## What you will do
Copy every entry exactly.

## Available data

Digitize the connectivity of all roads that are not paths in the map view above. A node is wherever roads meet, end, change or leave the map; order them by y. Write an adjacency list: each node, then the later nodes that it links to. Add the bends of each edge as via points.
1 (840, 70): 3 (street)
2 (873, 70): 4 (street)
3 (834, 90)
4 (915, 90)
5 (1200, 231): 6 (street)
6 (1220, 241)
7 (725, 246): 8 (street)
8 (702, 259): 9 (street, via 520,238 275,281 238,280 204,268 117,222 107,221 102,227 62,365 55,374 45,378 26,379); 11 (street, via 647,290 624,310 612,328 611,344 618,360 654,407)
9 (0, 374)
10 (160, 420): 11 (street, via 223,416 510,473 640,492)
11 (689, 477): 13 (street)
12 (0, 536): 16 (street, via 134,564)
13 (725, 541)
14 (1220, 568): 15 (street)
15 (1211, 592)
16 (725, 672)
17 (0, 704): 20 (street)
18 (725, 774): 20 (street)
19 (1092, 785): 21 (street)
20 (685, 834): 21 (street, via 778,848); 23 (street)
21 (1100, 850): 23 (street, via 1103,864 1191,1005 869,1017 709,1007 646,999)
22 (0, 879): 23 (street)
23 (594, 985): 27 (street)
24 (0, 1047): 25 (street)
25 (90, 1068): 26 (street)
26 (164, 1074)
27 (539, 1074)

## Final answer
Digitize the connectivity of all roads that are not paths in the map view above. A node is wherever roads meet, end, change or leave the map; order them by y. Write an adjacency list: each node, then the later nodes that it links to. Add the bends of each edge as via points.
1 (840, 70): 3 (street)
2 (873, 70): 4 (street)
3 (834, 90)
4 (915, 90)
5 (1200, 231): 6 (street)
6 (1220, 241)
7 (725, 246): 8 (street)
8 (702, 259): 9 (street, via 520,238 275,281 238,280 204,268 117,222 107,221 102,227 62,365 55,374 45,378 26,379); 11 (street, via 647,290 624,310 612,328 611,344 618,360 654,407)
9 (0, 374)
10 (160, 420): 11 (street, via 223,416 510,473 640,492)
11 (689, 477): 13 (street)
12 (0, 536): 16 (street, via 134,564)
13 (725, 541)
14 (1220, 568): 15 (street)
15 (1211, 592)
16 (725, 672)
17 (0, 704): 20 (street)
18 (725, 774): 20 (street)
19 (1092, 785): 21 (street)
20 (685, 834): 21 (street, via 778,848); 23 (street)
21 (1100, 850): 23 (street, via 1103,864 1191,1005 869,1017 709,1007 646,999)
22 (0, 879): 23 (street)
23 (594, 985): 27 (street)
24 (0, 1047): 25 (street)
25 (90, 1068): 26 (street)
26 (164, 1074)
27 (539, 1074)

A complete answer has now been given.